# Chapter 3

# CMOS Speed: Method of "Logical Effort"

Oklobdzija, Yano

## with

# Contributions by Zeydel and Dao

### *Introduction*

Digital circuits design is an art. A good digital circuit designer considers many choices and many ways to solve a particular problem. However, often none of the choices is obvious, neither they do not guarantee the best solution. As a matter of fact, the best solution may not even be known and designer can only hope to come close to what he/she considers to be the best. As in the art creation process, there are many attempts and trials guided by designer's intuition and often inspiration, before the final design stage.
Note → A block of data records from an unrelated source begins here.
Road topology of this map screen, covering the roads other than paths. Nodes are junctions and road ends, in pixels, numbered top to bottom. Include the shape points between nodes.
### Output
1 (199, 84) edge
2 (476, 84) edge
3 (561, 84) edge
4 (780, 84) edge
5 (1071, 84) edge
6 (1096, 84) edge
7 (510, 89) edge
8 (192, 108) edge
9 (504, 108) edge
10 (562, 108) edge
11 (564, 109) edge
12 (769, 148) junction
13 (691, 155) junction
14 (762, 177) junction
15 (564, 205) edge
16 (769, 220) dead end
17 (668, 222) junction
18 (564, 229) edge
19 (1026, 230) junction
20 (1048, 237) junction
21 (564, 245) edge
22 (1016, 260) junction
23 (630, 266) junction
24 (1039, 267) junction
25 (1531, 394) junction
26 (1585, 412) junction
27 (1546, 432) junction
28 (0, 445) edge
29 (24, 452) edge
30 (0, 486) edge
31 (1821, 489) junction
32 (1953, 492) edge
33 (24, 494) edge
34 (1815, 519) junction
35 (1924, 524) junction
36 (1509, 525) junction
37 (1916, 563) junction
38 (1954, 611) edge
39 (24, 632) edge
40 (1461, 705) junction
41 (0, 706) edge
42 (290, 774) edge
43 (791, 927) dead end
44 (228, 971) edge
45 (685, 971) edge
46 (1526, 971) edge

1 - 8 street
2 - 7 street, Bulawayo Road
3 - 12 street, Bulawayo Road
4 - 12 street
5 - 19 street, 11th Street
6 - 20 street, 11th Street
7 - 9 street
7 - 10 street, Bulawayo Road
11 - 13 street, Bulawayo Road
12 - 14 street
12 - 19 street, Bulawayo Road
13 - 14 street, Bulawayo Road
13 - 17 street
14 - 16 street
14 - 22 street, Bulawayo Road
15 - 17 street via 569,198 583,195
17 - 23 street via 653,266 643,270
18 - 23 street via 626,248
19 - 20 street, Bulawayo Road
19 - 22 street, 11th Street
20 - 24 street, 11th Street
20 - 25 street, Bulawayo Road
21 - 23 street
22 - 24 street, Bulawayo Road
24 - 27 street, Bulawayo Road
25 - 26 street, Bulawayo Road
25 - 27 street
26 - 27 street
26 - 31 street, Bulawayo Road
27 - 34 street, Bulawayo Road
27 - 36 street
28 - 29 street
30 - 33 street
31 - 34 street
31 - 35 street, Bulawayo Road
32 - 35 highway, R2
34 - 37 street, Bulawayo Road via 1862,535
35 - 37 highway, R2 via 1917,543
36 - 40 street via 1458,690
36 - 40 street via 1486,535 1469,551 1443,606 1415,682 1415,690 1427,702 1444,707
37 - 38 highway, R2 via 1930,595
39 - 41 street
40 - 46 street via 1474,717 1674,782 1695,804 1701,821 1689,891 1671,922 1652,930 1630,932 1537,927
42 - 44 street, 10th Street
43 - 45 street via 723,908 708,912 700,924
Until recently, the main objective in designing a digital circuit was the maximal speed, which was determined by the critical path of the design. Other factors, such as power, were secondary or of negligible importance. The Computer Aided Design (CAD) tools, that help the design process, were developed mainly around the critical path optimization, which was the most critical and the most difficult task. However, even with that attention given the speed of the digital circuit could not have been determined until the final design stage was reached. Only at that point, simulation results were to produce the timing information which was to be judged acceptable or unacceptable. The apparent difficulty of such design process is that the result will not be known until the design is nearly completed, so that making changes at this point would be costly in terms of design time. This would usually limit the number of attempts toward achieving the best design, or even make a design a "one-shot" approach, often the case when working under the strict deadlines.

On the other hand, development of hardware oriented computer algorithms requires some input from the technology in terms of its most important characteristics: speed and power. To be able to judge the effectiveness of an algorithm in terms of computational speed, some way of estimating the digital logic speed was necessary. Historically, various estimates for the speed of the digital logic were used, but mostly the speed of the algorithm was judged by the number of logic stages (logic levels) needed for its realization in hardware. In the early days such estimates were adequate for that purpose because the logic was built from discrete parts, mostly dominated by the pin I/O speed, thus a number of discrete logic gates in the critical path did reflect the maximal achievable speed of the implementation. However, with the transition to CMOS and large scale of integration, such measures started to exhibit their shortcomings. The speed was not only dependent on the number of the logic elements in the critical path, but also on various other factors, most importantly, fan-out and fan-in of the circuit, representing the output load and the number of transistors in the serial path, respectively. The other factors such as the wire delay and wire loading were impacting delay to the smaller degree and were often neglected.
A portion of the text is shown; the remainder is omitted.